I no longer feel the need to flash a Pentacle ring or necklace every chance I get. Most jewelry associated with the Craft and my religion are worn in private or under my clothes, close to my heart, as they should be. Yet, if I choose to wear such things in public (or forget to take them off) I make no effort to hide them, give no explanations, and make no apologies. My car is no longer adorned with bumper stickers proclaiming me ‘Witch’ or ‘Happy Heathen’. I didn’t take them off, but simply quit feeling the need to replace them each time I had to replace a vehicle. Yet I would not refrain from putting one on my bumper if it caught my fancy.

These days when I find it necessary or appropriate to speak of the Divine in general company I am as apt to say ‘God’ as ‘Goddess’ or ‘The Gods’. I have seen that getting caught up in nomenclature or schematics lessons somehow the sacredness of what one speaks of. If I am asked what Church I go to (a common question here in the South) I tell them. I don’t use flowery or holier- than -thou phrases such as ‘Nature is my Church’.

I say I am Pagan, if need be I say I am ‘Witch’, but more than that, I say I am a person of faith. And in some eyes I see the flash of recognition and in others I see distrust and incomprehension. These things no longer bother me. I am not meant to crusade. Neither am I, or my life, meant to be perfect. I can lapse in my old ways from time to time without being ‘lost’. I can make mistakes.

These days my Pentacle hangs on the lamppost in my yard. It hangs there for protection of my home and property as well as a nod to The Craft. It matters not who sees it and who does not. My home is Pagan and I call it a Temple House. It is where our rituals are mostly held. Where our classes are held. Where I sit and work on my computer on things that are important to the Temple. It is filled with altars which range from very simple to elaborate. Like all things, they change as they should, and I understand one does not need the trappings of religion to walk one’s faith. The house is lived in. It is welcoming to The Gods and Spirits I call, to my blood family and my Temple family and to visitors who come and go. It is meant to be welcoming to visitors of all faith and I believe for the most part it is. It is a work in progress, like the Temple itself. Like all things which grow and change. Like me.

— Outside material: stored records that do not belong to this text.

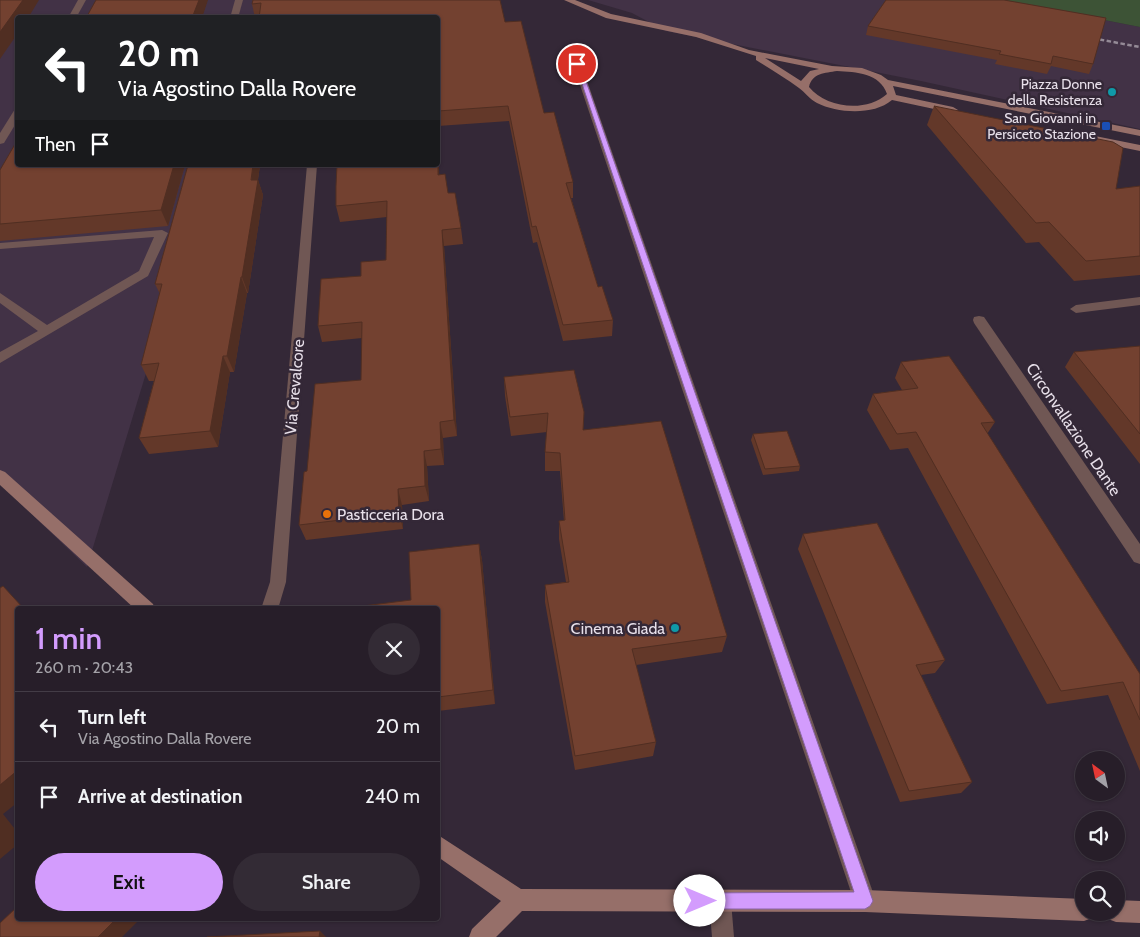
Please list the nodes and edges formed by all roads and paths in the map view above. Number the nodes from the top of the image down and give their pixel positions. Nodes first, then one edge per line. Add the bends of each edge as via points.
1 (82, 0) edge
2 (239, 0) edge
3 (568, 0) edge
4 (74, 15) edge
5 (235, 15) edge
6 (747, 52) junction
7 (577, 64) dead end
8 (832, 68) junction
9 (886, 82) junction
10 (804, 87) junction
11 (890, 97) junction
12 (966, 113) edge
13 (15, 115) edge
14 (1140, 133) edge
15 (1083, 137) edge
16 (0, 141) edge
17 (1140, 148) edge
18 (312, 167) edge
19 (0, 246) edge
20 (0, 298) edge
21 (1140, 301) edge
22 (1076, 309) dead end
23 (979, 320) dead end
24 (47, 331) junction
25 (0, 358) edge
26 (0, 476) edge
27 (1140, 557) edge
28 (145, 606) edge
29 (270, 606) edge
30 (440, 846) edge
31 (518, 900) junction
32 (720, 901) junction
33 (865, 901) junction
34 (1075, 910) edge
35 (1125, 911) edge
36 (1140, 912) edge
37 (480, 936) edge
38 (723, 937) edge

1 - 4 street
2 - 5 street
3 - 6 street via 609,16 698,35
6 - 8 street
6 - 10 street
7 - 33 street
8 - 9 street via 867,72
8 - 10 street via 813,73 806,79
9 - 11 street via 890,86
9 - 14 street
10 - 11 street via 811,96 838,106 878,106
11 - 12 street
13 - 16 street
15 - 17 street
18 - 29 street, Via Crevalcore via 278,582
19 - 24 street via 168,232 144,274
20 - 24 street
21 - 22 street
23 - 27 street, Circonvallazione Dante
24 - 25 street
26 - 28 street
30 - 31 street
31 - 32 street
31 - 37 street
32 - 33 street
32 - 38 street
33 - 34 street
35 - 36 street

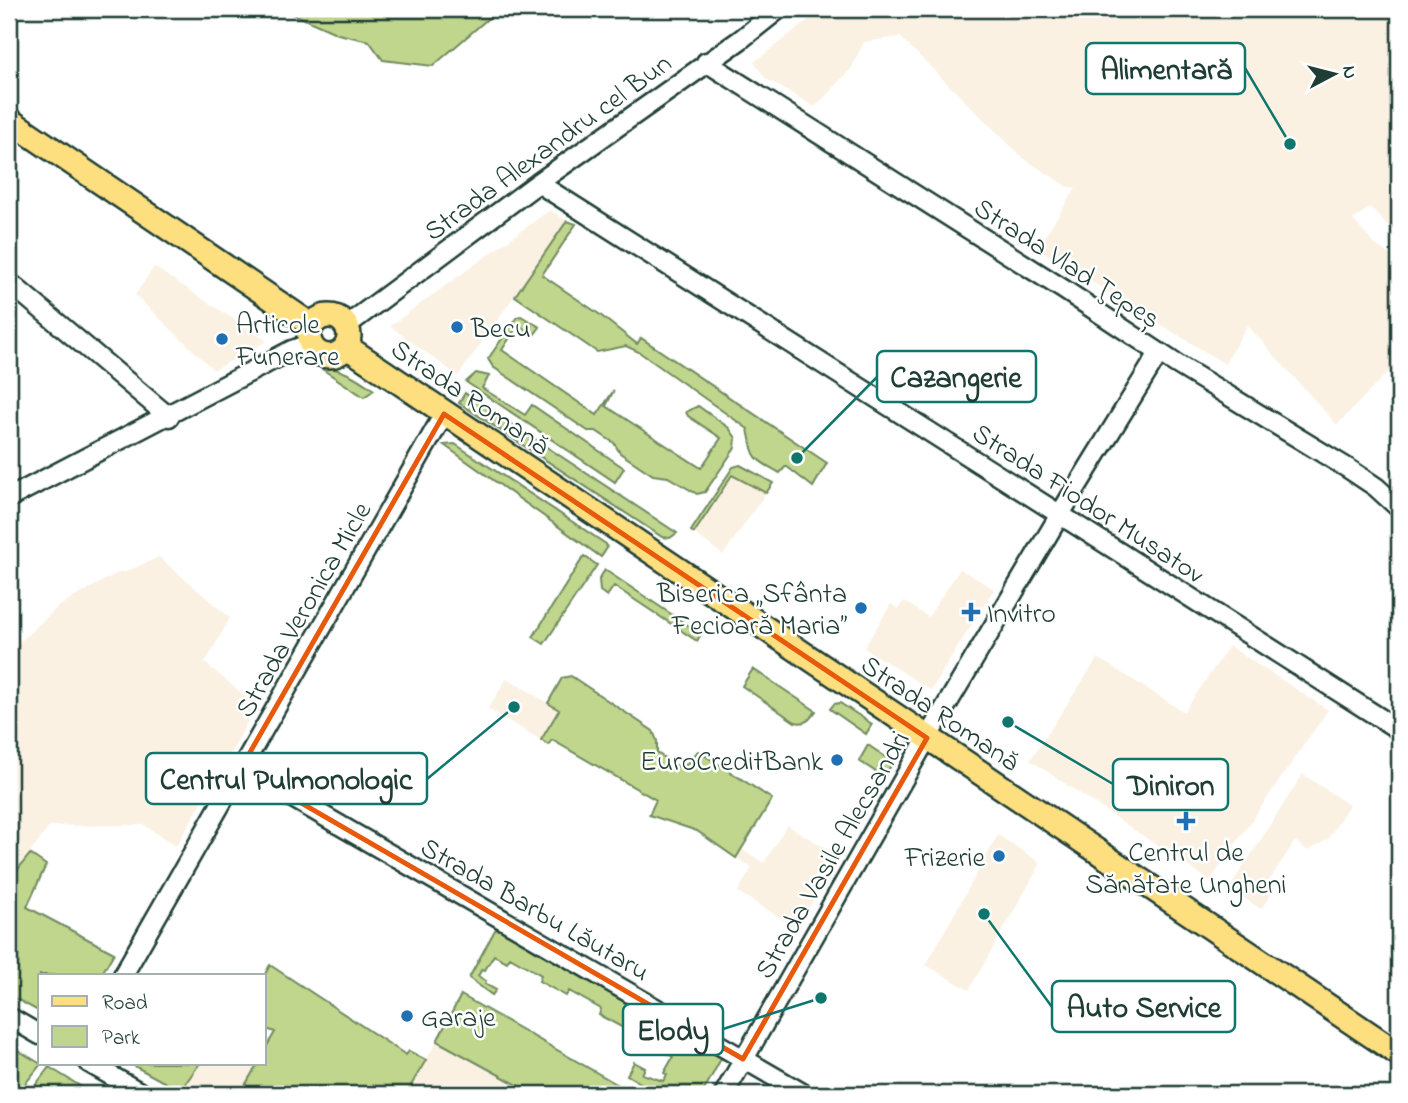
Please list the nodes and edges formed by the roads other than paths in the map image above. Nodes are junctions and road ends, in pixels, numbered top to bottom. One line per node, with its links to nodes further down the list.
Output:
1 (779, 9): 2 (street, Strada Alexandru cel Bun)
2 (706, 62): 4 (street, Strada Alexandru cel Bun); 8 (street, Strada Vlad Ţepeș)
3 (9, 120): 6 (main road)
4 (538, 183): 7 (street, Strada Alexandru cel Bun); 13 (street, Strada Fiodor Musatov)
5 (9, 282): 10 (street)
6 (310, 335): 7 (main road); 7 (main road); 10 (street)
7 (346, 336): 9 (main road, Strada Romană)
8 (1159, 353): 12 (street, Strada Vlad Ţepeș); 13 (street, Strada Vasile Alecsandri)
9 (444, 414): 15 (main road, Strada Romană); 16 (street, Strada Veronica Micle)
10 (169, 416): 11 (street)
11 (9, 498)
12 (1399, 509)
13 (1060, 513): 14 (street, Strada Fiodor Musatov); 15 (street, Strada Vasile Alecsandri)
14 (1399, 730)
15 (927, 738): 20 (main road, Strada Romană); 21 (street, Strada Vasile Alecsandri)
16 (242, 768): 17 (street, Strada Veronica Micle); 21 (street, Strada Barbu Lăutaru)
17 (124, 974)
18 (9, 1017): 19 (street)
19 (38, 1034)
20 (1399, 1054)
21 (743, 1059): 24 (street, Strada Vasile Alecsandri); 25 (street, Strada Barbu Lăutaru)
22 (91, 1064): 23 (street)
23 (143, 1094)
24 (724, 1094)
25 (804, 1094)

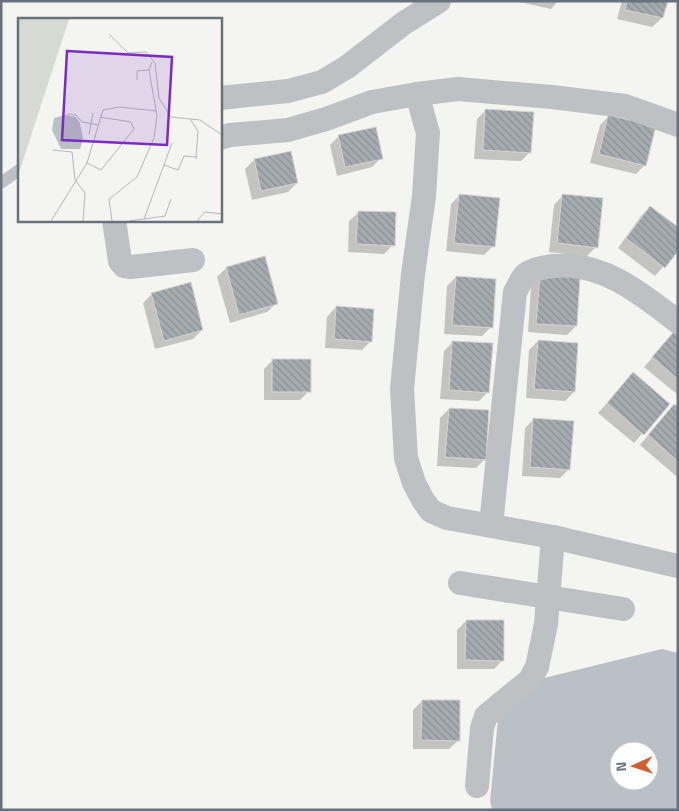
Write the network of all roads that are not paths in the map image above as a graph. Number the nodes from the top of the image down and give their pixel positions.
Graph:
1 (439, 1) edge
2 (417, 94) junction
3 (221, 98) edge
4 (678, 125) edge
5 (221, 138) edge
6 (18, 171) edge
7 (1, 183) edge
8 (114, 221) edge
9 (193, 260) dead end
10 (678, 322) edge
11 (492, 525) junction
12 (554, 537) junction
13 (678, 566) edge
14 (460, 583) dead end
15 (548, 596) junction
16 (623, 609) dead end
17 (477, 786) dead end

1 - 3 street
2 - 4 street
2 - 5 street
2 - 11 street
6 - 7 lane
8 - 9 street
10 - 11 street
11 - 12 street
12 - 13 street
12 - 15 street
14 - 15 street
15 - 16 street
15 - 17 street

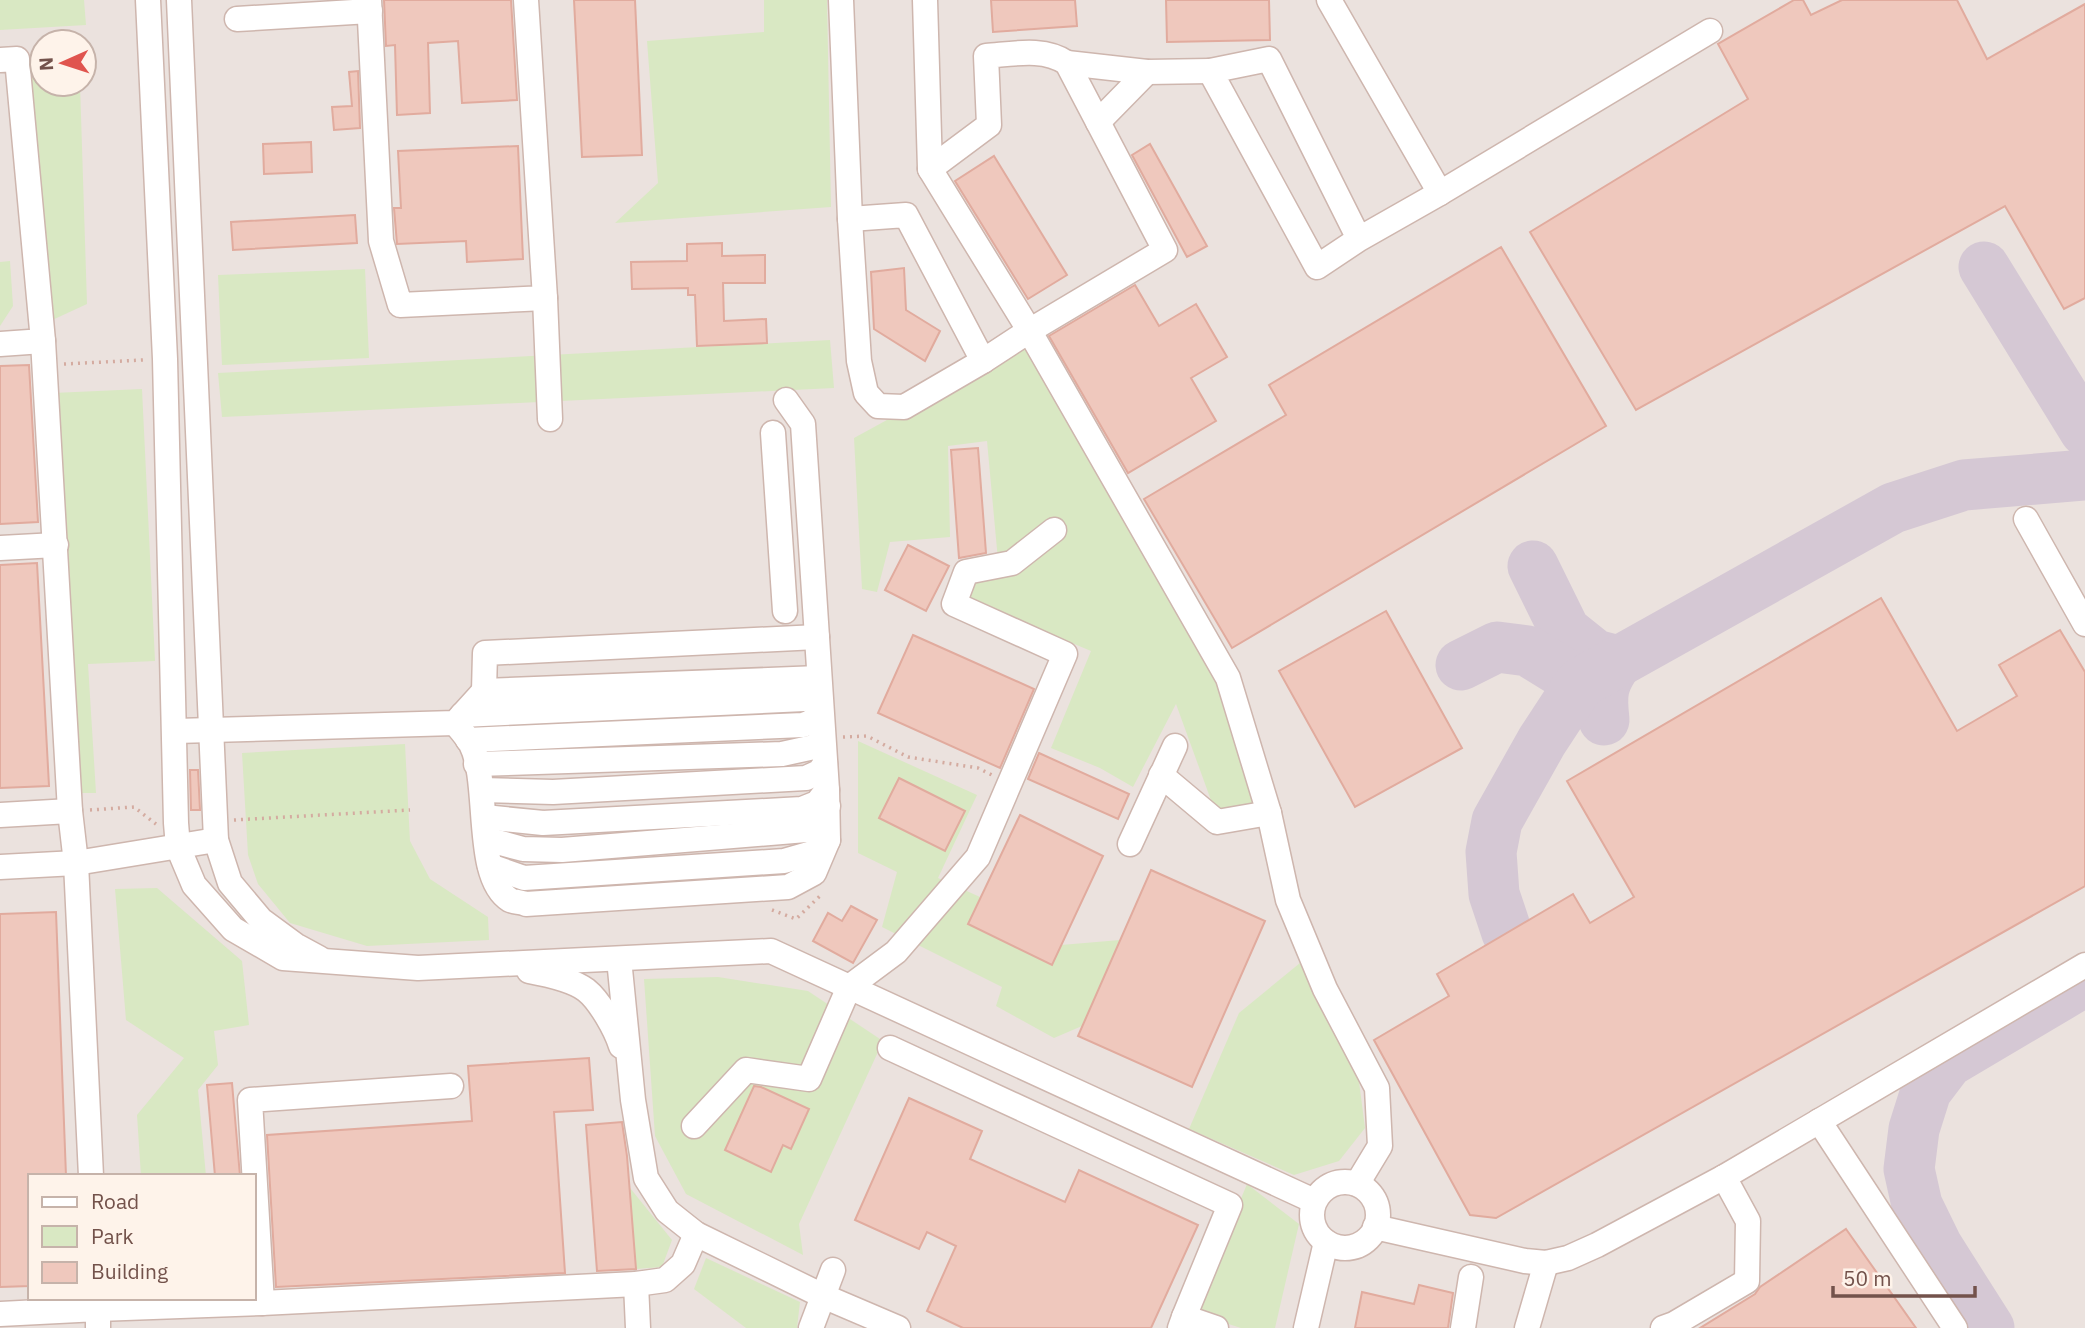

I returned to the place I was born and raised after a twenty-year hiatus. It is a rural area in the Wilds of Tennessee, deep in the Bible Belt. It is a wonderful and beautiful place and the people are wonderful and beautiful too. Yet suspicions and prejudices linger along side traditions that smack of the Old Religion. I am known as a Witch and there is no mistake I am ‘the Real Thing’. At first I was humored, seen as a local girl who went ‘Out West’ and got some very strange ideas. There is often surprise when it is learned I was first introduced to the Craft in good ol’ Nashville, Tennessee. But here in the Wilds, Nashville, too, is a long way and there are many strange ideas to be found there. Maybe not as strange as ‘Out West’, but still strange.

When the realization came that this is not a passing fad for me, and that not only did I practice what I believed but ‘preached’ what I practiced the attitudes began to change. Family members and childhood friends, some I loved dearly and had missed for a long time, began to avoid me. Their attempts to ‘save my soul’ fell on deaf ears, and I took offense to being prayed for in Churches that I would ‘find my way and be saved’. They could not convert me, could not understand when I asked ‘saved from what?’ or said ‘I’m already saved’. And so I became a lost cause and to some a threat. There is no brand of persecution as scorching as that of those we know and love. My invitations to my home were unanswered by some. It became clear there were homes in which I was no longer welcome.

The Goddess does not demand sacrifice though at times it may seem so. I eventually came to understand that in order to have the things I found important in my life there were some things that by nature had to go. There is always grief, but as all things it passes and is, if not understood, accepted.

There were those who came and went. And there are those who stayed. Rituals of one became rituals of two and then three and then as many as fifteen at any given time. Others want card readings or advice or a little magick to ‘help out a situation’. Sometimes they are open about it and do not care who knows or what is thought of their association with me. Sometimes they come on the sly. I have learned to recognize those who come for a reason, such as the Goddess may have, and those who want what I can give and firmly believe me to be going to a Christian hell. There are those who do not care what becomes of me, but care about what it is I can do. Sometimes I still grow angry, usually out of hurt from the fall of one who I may have at some point respected. Mostly I do what I feel to be right and it has become very easy.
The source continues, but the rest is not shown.